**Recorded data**
◆ ◆ ◆ ◆ ◆ ◆ ◆
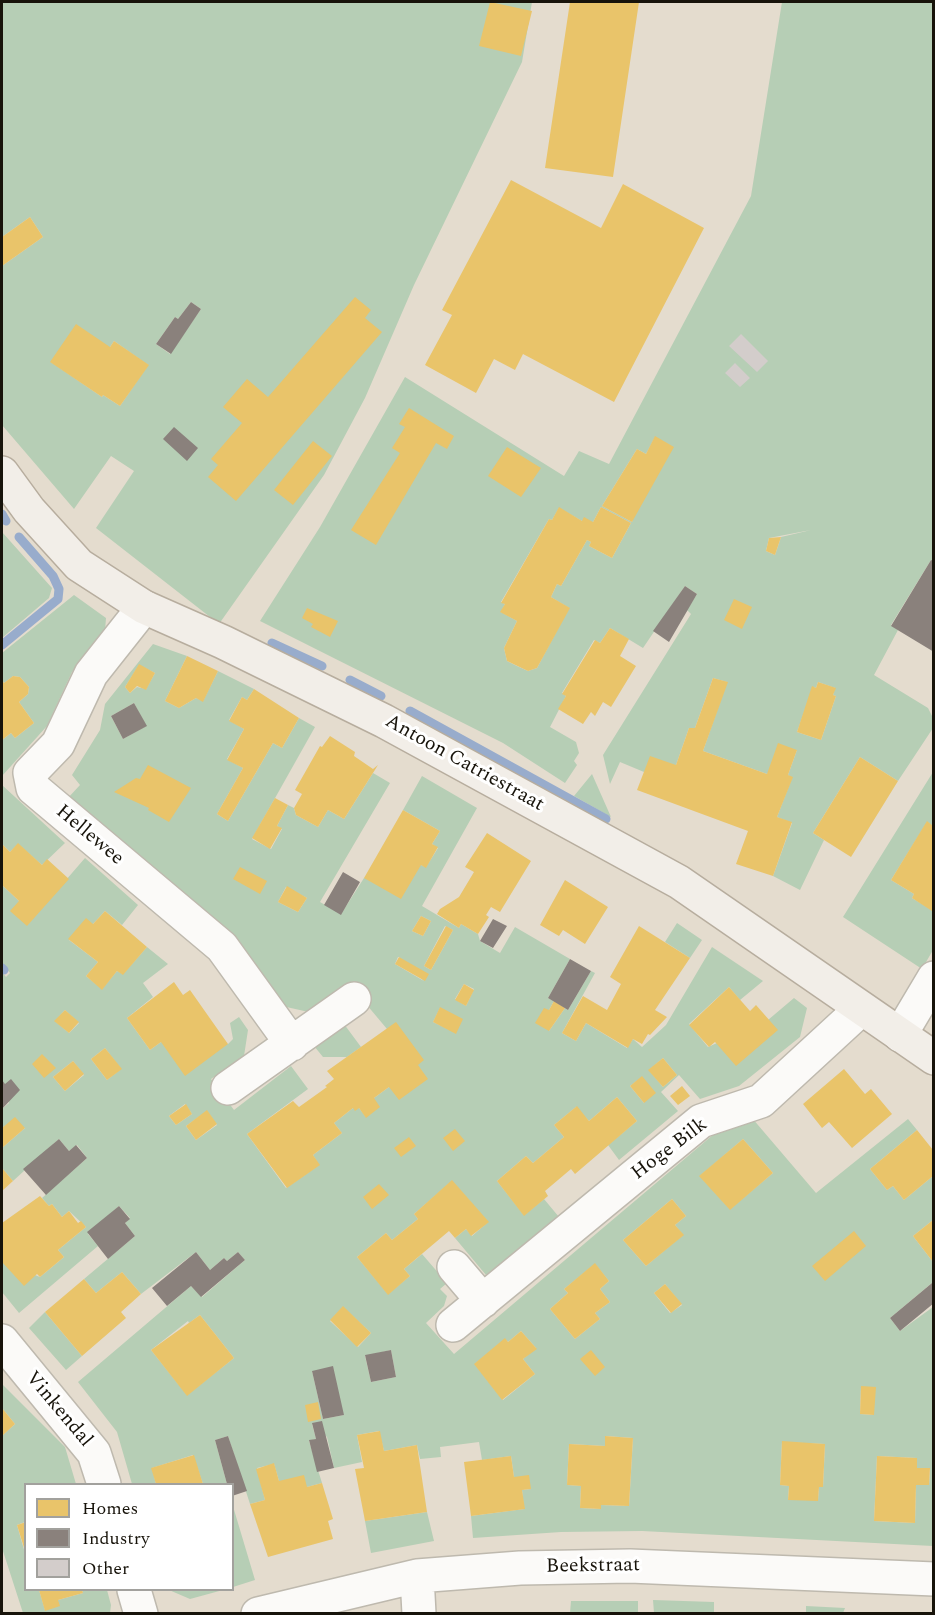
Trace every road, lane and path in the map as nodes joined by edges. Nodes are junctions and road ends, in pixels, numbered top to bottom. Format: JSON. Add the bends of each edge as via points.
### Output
{"nodes":[{"id":1,"x":2,"y":473,"type":"edge"},
{"id":2,"x":144,"y":607,"type":"junction"},
{"id":3,"x":933,"y":978,"type":"edge"},
{"id":4,"x":354,"y":999,"type":"dead end"},
{"id":5,"x":861,"y":1009,"type":"junction"},
{"id":6,"x":900,"y":1035,"type":"junction"},
{"id":7,"x":292,"y":1044,"type":"junction"},
{"id":8,"x":933,"y":1058,"type":"edge"},
{"id":9,"x":228,"y":1088,"type":"dead end"},
{"id":10,"x":454,"y":1267,"type":"dead end"},
{"id":11,"x":483,"y":1301,"type":"junction"},
{"id":12,"x":453,"y":1325,"type":"dead end"},
{"id":13,"x":2,"y":1341,"type":"edge"},
{"id":14,"x":103,"y":1483,"type":"edge"},
{"id":15,"x":417,"y":1576,"type":"junction"},
{"id":16,"x":933,"y":1579,"type":"edge"},
{"id":17,"x":134,"y":1591,"type":"edge"},
{"id":18,"x":141,"y":1614,"type":"edge"},
{"id":19,"x":258,"y":1614,"type":"edge"},
{"id":20,"x":419,"y":1614,"type":"edge"}],
"edges":[{"from":1,"to":2,"type":"main road","name":"Antoon Catriestraat","via":[[29,510],[79,565]]},
{"from":2,"to":5,"type":"main road","name":"Antoon Catriestraat","via":[[384,721],[679,882]]},
{"from":2,"to":7,"type":"street","name":"Hellewee","via":[[91,674],[58,744],[30,773],[33,789],[222,947]]},
{"from":3,"to":6,"type":"street"},
{"from":4,"to":7,"type":"street"},
{"from":5,"to":6,"type":"main road","name":"Antoon Catriestraat"},
{"from":5,"to":11,"type":"street","name":"Hoge Bilk","via":[[762,1101],[701,1121]]},
{"from":6,"to":8,"type":"main road","name":"Antoon Catriestraat"},
{"from":7,"to":9,"type":"street"},
{"from":10,"to":11,"type":"street"},
{"from":11,"to":12,"type":"street","name":"Hoge Bilk"},
{"from":13,"to":14,"type":"street","name":"Vinkendal","via":[[94,1453]]},
{"from":15,"to":16,"type":"street","name":"Beekstraat","via":[[520,1568],[630,1566]]},
{"from":15,"to":19,"type":"street","name":"Beekstraat"},
{"from":15,"to":20,"type":"street"},
{"from":17,"to":18,"type":"street"}]}
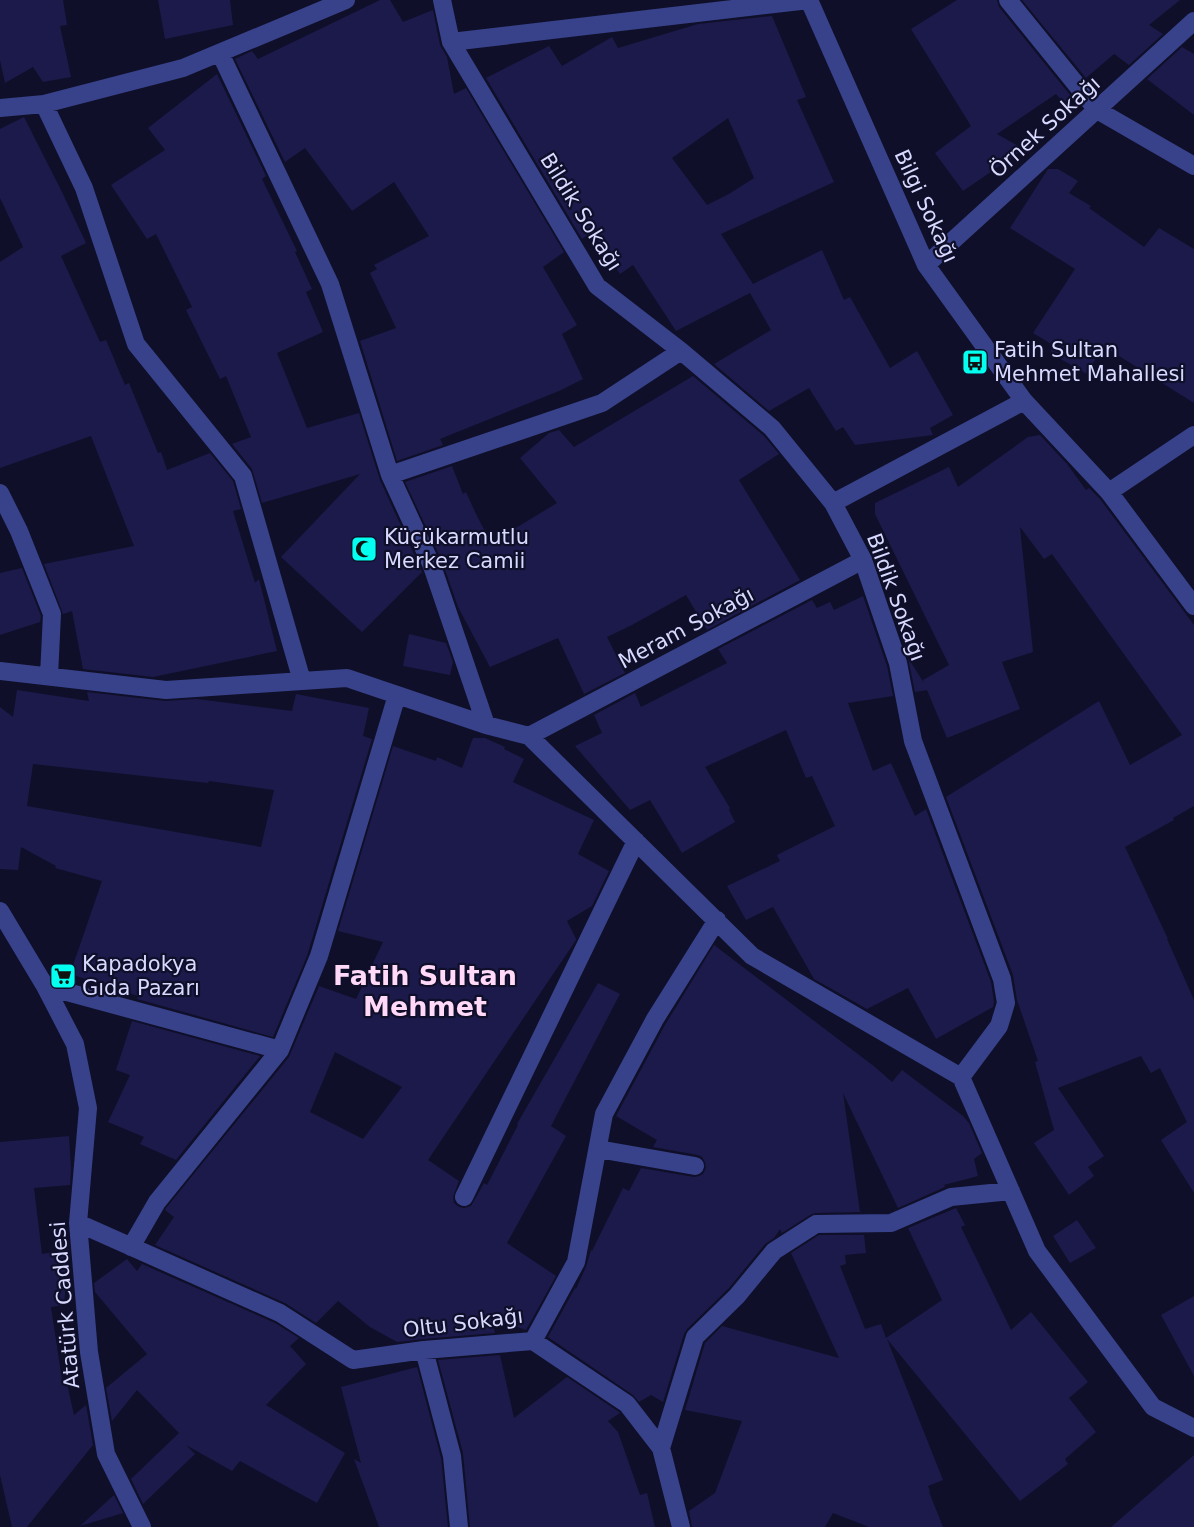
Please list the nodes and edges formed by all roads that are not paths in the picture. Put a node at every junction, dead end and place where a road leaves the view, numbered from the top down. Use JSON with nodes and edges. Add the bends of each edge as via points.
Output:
{"nodes":[{"id":1,"x":346,"y":0,"type":"edge"},
{"id":2,"x":442,"y":0,"type":"edge"},
{"id":3,"x":809,"y":0,"type":"edge"},
{"id":4,"x":1008,"y":0,"type":"edge"},
{"id":5,"x":1194,"y":21,"type":"edge"},
{"id":6,"x":451,"y":42,"type":"junction"},
{"id":7,"x":220,"y":53,"type":"junction"},
{"id":8,"x":44,"y":104,"type":"junction"},
{"id":9,"x":0,"y":108,"type":"edge"},
{"id":10,"x":1097,"y":110,"type":"junction"},
{"id":11,"x":1194,"y":166,"type":"edge"},
{"id":12,"x":926,"y":265,"type":"junction"},
{"id":13,"x":681,"y":351,"type":"junction"},
{"id":14,"x":1024,"y":401,"type":"junction"},
{"id":15,"x":1194,"y":435,"type":"edge"},
{"id":16,"x":390,"y":475,"type":"junction"},
{"id":17,"x":1109,"y":492,"type":"junction"},
{"id":18,"x":0,"y":493,"type":"edge"},
{"id":19,"x":832,"y":503,"type":"junction"},
{"id":20,"x":863,"y":560,"type":"junction"},
{"id":21,"x":1194,"y":606,"type":"edge"},
{"id":22,"x":0,"y":670,"type":"edge"},
{"id":23,"x":48,"y":676,"type":"junction"},
{"id":24,"x":302,"y":681,"type":"junction"},
{"id":25,"x":397,"y":695,"type":"junction"},
{"id":26,"x":486,"y":725,"type":"junction"},
{"id":27,"x":529,"y":736,"type":"junction"},
{"id":28,"x":636,"y":841,"type":"junction"},
{"id":29,"x":0,"y":911,"type":"edge"},
{"id":30,"x":717,"y":920,"type":"junction"},
{"id":31,"x":45,"y":986,"type":"junction"},
{"id":32,"x":280,"y":1050,"type":"junction"},
{"id":33,"x":961,"y":1077,"type":"junction"},
{"id":34,"x":598,"y":1149,"type":"junction"},
{"id":35,"x":695,"y":1166,"type":"dead end"},
{"id":36,"x":1011,"y":1191,"type":"junction"},
{"id":37,"x":464,"y":1197,"type":"dead end"},
{"id":38,"x":78,"y":1223,"type":"junction"},
{"id":39,"x":131,"y":1247,"type":"junction"},
{"id":40,"x":533,"y":1341,"type":"junction"},
{"id":41,"x":424,"y":1350,"type":"junction"},
{"id":42,"x":1194,"y":1428,"type":"edge"},
{"id":43,"x":661,"y":1448,"type":"junction"},
{"id":44,"x":142,"y":1527,"type":"edge"},
{"id":45,"x":459,"y":1527,"type":"edge"},
{"id":46,"x":681,"y":1527,"type":"edge"}],
"edges":[{"from":1,"to":7,"type":"street"},
{"from":2,"to":6,"type":"street","name":"Bildik Sokağı"},
{"from":3,"to":6,"type":"street"},
{"from":3,"to":12,"type":"street","name":"Bilgi Sokağı"},
{"from":4,"to":10,"type":"street"},
{"from":5,"to":10,"type":"street","name":"Örnek Sokağı"},
{"from":6,"to":13,"type":"street","name":"Bildik Sokağı","via":[[597,286]]},
{"from":7,"to":8,"type":"street","via":[[183,68]]},
{"from":7,"to":16,"type":"street","via":[[330,284]]},
{"from":8,"to":9,"type":"street"},
{"from":8,"to":24,"type":"street","via":[[84,188],[136,344],[243,476]]},
{"from":10,"to":11,"type":"street"},
{"from":10,"to":12,"type":"street","name":"Örnek Sokağı"},
{"from":12,"to":14,"type":"street","name":"Bilgi Sokağı"},
{"from":13,"to":16,"type":"street","via":[[602,402]]},
{"from":13,"to":19,"type":"street","name":"Bildik Sokağı","via":[[772,428]]},
{"from":14,"to":17,"type":"street","name":"Bilgi Sokağı"},
{"from":14,"to":19,"type":"street"},
{"from":15,"to":17,"type":"street"},
{"from":16,"to":26,"type":"street","via":[[432,566]]},
{"from":17,"to":21,"type":"street","name":"Bilgi Sokağı"},
{"from":18,"to":23,"type":"street","via":[[52,614]]},
{"from":19,"to":20,"type":"street","name":"Bildik Sokağı"},
{"from":20,"to":27,"type":"street","name":"Meram Sokağı"},
{"from":20,"to":33,"type":"street","name":"Bildik Sokağı","via":[[898,663],[913,741],[1002,979],[1006,1003],[999,1026]]},
{"from":22,"to":23,"type":"street"},
{"from":23,"to":24,"type":"street","via":[[166,690]]},
{"from":24,"to":25,"type":"street","via":[[347,678]]},
{"from":25,"to":26,"type":"street"},
{"from":25,"to":32,"type":"street","via":[[319,956]]},
{"from":26,"to":27,"type":"street"},
{"from":27,"to":28,"type":"street"},
{"from":28,"to":30,"type":"street"},
{"from":28,"to":37,"type":"street"},
{"from":29,"to":31,"type":"street","name":"Atatürk Caddesi"},
{"from":30,"to":33,"type":"street","via":[[752,956]]},
{"from":30,"to":34,"type":"street","name":"Oltu Sokağı","via":[[655,1018],[604,1114]]},
{"from":31,"to":32,"type":"street"},
{"from":31,"to":38,"type":"street","name":"Atatürk Caddesi","via":[[75,1044],[88,1108]]},
{"from":32,"to":39,"type":"street","via":[[157,1202]]},
{"from":33,"to":36,"type":"street"},
{"from":34,"to":35,"type":"street"},
{"from":34,"to":40,"type":"street","name":"Oltu Sokağı","via":[[576,1262]]},
{"from":36,"to":42,"type":"street","via":[[1036,1251],[1153,1407]]},
{"from":36,"to":43,"type":"street","via":[[951,1197],[891,1223],[816,1224],[774,1251],[738,1296],[695,1337]]},
{"from":38,"to":39,"type":"street","name":"Oltu Sokağı"},
{"from":38,"to":44,"type":"street","name":"Atatürk Caddesi","via":[[89,1352],[106,1454]]},
{"from":39,"to":41,"type":"street","name":"Oltu Sokağı","via":[[280,1313],[353,1360]]},
{"from":40,"to":41,"type":"street","name":"Oltu Sokağı"},
{"from":40,"to":43,"type":"street","via":[[627,1404]]},
{"from":41,"to":45,"type":"street","via":[[452,1456]]},
{"from":43,"to":46,"type":"street"}]}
◆ ◆ ◆ ◆ ◆ ◆ ◆
**WHAT TO WORK ON**
Pull out every line of the entries that includes the word "numbered".

**THE ANSWER**
Trace every road, lane and path in the map as nodes joined by edges. Nodes are junctions and road ends, in pixels, numbered top to bottom. Format: JSON. Add the bends of each edge as via points.
Please list the nodes and edges formed by all roads that are not paths in the picture. Put a node at every junction, dead end and place where a road leaves the view, numbered from the top down. Use JSON with nodes and edges. Add the bends of each edge as via points.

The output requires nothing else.